▸ **Activity**: Filtering the records below, copy only those lines that include the word "Quebrada".

--- The data ---

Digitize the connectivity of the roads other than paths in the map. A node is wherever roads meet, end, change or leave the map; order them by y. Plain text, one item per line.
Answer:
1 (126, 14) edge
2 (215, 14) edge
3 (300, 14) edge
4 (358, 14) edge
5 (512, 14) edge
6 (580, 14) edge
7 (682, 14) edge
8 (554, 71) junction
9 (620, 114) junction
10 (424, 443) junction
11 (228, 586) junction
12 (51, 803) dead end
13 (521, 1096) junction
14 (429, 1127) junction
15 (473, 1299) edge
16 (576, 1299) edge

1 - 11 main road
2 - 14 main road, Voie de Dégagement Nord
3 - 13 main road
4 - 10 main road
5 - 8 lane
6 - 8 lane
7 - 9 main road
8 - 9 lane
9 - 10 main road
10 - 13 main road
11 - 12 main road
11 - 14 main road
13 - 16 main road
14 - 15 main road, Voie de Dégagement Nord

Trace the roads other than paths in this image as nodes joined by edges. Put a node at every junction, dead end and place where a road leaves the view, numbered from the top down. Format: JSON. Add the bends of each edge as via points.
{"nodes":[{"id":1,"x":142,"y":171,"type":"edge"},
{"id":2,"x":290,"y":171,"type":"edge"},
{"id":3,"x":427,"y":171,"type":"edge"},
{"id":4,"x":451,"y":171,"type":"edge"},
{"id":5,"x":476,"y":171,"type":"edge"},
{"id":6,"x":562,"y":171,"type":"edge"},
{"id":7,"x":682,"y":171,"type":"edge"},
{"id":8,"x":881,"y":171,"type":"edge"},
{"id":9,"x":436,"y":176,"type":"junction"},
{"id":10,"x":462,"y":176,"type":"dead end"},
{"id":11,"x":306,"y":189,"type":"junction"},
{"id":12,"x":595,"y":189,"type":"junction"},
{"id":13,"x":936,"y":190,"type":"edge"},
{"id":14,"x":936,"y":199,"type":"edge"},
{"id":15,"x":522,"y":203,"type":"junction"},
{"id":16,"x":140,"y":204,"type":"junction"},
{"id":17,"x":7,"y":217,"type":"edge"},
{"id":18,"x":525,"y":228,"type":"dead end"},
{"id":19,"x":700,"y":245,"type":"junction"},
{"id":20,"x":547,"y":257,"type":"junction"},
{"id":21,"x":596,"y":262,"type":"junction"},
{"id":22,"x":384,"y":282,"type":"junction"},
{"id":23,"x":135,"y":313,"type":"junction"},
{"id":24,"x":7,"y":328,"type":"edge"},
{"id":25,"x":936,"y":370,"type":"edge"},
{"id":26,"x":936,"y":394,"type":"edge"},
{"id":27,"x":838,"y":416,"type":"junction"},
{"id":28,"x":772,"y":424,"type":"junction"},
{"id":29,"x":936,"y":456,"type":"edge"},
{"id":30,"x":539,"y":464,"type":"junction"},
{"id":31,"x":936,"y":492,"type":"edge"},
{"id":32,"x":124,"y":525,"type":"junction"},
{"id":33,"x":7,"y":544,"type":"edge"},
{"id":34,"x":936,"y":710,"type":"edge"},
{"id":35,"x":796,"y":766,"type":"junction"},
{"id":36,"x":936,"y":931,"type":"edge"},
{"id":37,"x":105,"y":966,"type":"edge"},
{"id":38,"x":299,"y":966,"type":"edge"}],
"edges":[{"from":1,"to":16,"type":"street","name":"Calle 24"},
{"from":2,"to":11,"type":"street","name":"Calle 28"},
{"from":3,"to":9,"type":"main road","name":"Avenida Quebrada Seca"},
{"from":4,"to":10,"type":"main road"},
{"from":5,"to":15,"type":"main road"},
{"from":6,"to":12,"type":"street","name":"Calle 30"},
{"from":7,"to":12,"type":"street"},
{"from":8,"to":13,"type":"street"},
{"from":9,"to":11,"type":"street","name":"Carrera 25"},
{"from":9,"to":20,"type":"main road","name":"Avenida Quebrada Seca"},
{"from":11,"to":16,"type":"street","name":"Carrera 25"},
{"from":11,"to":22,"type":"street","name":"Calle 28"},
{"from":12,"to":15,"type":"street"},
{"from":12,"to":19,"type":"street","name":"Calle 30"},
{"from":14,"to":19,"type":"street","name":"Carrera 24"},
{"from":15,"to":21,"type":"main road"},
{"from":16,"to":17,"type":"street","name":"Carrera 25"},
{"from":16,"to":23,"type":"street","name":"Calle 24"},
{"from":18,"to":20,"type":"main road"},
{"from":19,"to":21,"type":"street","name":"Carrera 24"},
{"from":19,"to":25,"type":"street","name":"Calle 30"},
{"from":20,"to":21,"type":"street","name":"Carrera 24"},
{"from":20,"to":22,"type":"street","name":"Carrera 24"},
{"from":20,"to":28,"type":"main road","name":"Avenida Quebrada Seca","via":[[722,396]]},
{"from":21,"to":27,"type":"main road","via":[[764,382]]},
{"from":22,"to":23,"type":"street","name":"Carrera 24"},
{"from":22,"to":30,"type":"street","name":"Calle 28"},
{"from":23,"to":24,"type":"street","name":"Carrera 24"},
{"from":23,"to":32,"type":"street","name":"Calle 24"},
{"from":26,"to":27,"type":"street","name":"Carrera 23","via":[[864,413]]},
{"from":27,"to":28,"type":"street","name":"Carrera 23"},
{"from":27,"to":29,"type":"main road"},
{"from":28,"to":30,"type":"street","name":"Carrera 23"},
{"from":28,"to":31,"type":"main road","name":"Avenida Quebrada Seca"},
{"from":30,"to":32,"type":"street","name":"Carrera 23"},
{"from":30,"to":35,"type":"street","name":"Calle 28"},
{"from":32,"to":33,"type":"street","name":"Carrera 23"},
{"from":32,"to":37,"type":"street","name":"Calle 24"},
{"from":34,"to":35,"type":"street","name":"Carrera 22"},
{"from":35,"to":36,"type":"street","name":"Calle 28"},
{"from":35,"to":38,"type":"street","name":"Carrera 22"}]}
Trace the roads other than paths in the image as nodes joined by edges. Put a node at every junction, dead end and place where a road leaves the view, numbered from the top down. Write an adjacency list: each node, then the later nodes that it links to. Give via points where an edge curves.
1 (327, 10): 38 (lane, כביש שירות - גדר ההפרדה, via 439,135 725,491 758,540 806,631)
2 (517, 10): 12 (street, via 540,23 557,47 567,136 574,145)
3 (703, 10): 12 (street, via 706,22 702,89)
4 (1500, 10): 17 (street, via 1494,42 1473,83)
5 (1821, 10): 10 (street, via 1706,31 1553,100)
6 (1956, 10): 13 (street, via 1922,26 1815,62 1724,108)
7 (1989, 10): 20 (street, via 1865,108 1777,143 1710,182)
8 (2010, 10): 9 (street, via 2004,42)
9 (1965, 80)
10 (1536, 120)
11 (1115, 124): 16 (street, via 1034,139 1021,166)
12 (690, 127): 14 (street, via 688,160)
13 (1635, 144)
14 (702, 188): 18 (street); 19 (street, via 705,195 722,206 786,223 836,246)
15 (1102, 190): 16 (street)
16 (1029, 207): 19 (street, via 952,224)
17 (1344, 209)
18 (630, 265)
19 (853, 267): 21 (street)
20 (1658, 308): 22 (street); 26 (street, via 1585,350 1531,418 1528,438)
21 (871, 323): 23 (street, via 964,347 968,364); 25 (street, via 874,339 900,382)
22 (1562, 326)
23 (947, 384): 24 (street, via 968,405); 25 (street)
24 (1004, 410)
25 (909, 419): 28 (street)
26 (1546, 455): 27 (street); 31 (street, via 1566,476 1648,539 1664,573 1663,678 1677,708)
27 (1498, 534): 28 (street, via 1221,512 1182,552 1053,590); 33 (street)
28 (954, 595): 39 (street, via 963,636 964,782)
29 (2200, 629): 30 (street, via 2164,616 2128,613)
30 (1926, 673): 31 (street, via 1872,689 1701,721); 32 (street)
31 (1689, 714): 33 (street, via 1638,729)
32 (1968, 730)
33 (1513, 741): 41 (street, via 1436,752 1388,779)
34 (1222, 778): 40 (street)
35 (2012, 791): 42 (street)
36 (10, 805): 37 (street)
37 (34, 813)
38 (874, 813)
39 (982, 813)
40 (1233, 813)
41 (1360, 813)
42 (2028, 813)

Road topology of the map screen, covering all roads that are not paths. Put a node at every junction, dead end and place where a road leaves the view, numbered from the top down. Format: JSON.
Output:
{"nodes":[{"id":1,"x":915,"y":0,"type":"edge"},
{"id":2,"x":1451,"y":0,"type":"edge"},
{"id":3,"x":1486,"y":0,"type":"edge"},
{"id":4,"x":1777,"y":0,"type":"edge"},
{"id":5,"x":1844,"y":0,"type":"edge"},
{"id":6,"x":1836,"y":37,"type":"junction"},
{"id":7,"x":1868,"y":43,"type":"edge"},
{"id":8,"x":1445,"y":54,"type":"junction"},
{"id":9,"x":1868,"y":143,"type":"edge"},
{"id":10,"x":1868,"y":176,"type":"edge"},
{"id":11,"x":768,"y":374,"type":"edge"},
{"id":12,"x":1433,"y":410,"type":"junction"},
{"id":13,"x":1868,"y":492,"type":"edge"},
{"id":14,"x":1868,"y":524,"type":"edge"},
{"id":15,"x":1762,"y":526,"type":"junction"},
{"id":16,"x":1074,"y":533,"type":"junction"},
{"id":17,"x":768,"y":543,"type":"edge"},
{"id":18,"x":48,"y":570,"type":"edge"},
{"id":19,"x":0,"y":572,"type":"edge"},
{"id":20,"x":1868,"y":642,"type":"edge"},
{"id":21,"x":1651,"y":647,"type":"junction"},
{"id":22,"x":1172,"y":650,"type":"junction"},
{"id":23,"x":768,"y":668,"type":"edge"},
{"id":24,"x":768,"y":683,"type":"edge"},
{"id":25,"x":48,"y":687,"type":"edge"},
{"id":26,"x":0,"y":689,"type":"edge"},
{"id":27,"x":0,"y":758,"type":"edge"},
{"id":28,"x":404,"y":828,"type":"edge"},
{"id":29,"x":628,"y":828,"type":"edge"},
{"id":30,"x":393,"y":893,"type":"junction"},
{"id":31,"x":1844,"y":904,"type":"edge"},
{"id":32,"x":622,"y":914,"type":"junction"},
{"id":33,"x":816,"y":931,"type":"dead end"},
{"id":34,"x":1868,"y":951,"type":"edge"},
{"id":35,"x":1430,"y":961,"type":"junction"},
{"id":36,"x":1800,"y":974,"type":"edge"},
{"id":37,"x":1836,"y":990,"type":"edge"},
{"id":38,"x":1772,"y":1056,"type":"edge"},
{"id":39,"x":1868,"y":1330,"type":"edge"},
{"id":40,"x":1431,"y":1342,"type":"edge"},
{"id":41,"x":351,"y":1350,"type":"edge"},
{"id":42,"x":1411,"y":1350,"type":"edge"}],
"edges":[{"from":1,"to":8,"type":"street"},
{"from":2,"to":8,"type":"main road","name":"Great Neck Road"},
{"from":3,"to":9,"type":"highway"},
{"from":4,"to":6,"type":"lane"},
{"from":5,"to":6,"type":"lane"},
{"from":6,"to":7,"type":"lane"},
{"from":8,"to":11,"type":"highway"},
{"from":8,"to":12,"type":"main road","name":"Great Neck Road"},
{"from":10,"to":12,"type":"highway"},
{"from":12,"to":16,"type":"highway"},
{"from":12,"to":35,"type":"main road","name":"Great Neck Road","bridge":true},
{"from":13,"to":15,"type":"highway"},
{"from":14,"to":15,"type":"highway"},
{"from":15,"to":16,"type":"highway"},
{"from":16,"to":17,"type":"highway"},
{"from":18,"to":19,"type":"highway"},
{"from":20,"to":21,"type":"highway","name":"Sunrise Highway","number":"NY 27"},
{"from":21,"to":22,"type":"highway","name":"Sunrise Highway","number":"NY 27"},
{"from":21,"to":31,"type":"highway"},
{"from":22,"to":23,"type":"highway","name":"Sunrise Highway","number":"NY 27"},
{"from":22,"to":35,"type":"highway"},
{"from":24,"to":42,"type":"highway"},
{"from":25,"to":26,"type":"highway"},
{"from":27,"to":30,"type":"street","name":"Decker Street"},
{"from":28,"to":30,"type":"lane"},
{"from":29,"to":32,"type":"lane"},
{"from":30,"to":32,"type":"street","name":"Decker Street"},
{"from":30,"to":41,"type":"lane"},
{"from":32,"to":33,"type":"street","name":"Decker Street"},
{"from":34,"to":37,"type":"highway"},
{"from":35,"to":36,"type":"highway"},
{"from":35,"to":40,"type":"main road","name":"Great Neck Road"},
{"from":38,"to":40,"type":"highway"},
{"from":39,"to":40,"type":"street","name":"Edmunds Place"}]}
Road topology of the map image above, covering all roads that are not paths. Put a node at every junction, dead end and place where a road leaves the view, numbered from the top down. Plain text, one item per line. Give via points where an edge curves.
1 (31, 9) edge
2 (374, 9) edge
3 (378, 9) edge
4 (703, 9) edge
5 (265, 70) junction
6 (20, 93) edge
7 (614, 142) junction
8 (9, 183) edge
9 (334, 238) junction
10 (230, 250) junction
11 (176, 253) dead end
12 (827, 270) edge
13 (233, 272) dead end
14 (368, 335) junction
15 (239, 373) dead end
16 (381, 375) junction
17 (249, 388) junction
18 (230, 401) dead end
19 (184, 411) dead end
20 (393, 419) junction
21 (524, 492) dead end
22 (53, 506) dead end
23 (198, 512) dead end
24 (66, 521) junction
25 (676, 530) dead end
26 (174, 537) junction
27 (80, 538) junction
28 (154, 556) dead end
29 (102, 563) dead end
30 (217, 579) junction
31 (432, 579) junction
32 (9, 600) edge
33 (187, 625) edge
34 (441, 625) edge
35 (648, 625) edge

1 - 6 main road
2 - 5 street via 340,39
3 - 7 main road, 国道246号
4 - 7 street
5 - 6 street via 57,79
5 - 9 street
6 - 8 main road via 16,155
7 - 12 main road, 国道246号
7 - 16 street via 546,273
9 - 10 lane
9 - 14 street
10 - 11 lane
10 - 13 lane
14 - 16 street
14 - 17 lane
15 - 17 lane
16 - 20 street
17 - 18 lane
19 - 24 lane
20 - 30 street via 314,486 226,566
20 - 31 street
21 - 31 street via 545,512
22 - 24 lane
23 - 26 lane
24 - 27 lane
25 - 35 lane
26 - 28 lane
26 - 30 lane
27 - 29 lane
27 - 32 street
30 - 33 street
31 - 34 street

---

▸ **Completed exercise**:
{"from":3,"to":9,"type":"main road","name":"Avenida Quebrada Seca"},
{"from":9,"to":20,"type":"main road","name":"Avenida Quebrada Seca"},
{"from":20,"to":28,"type":"main road","name":"Avenida Quebrada Seca","via":[[722,396]]},
{"from":28,"to":31,"type":"main road","name":"Avenida Quebrada Seca"},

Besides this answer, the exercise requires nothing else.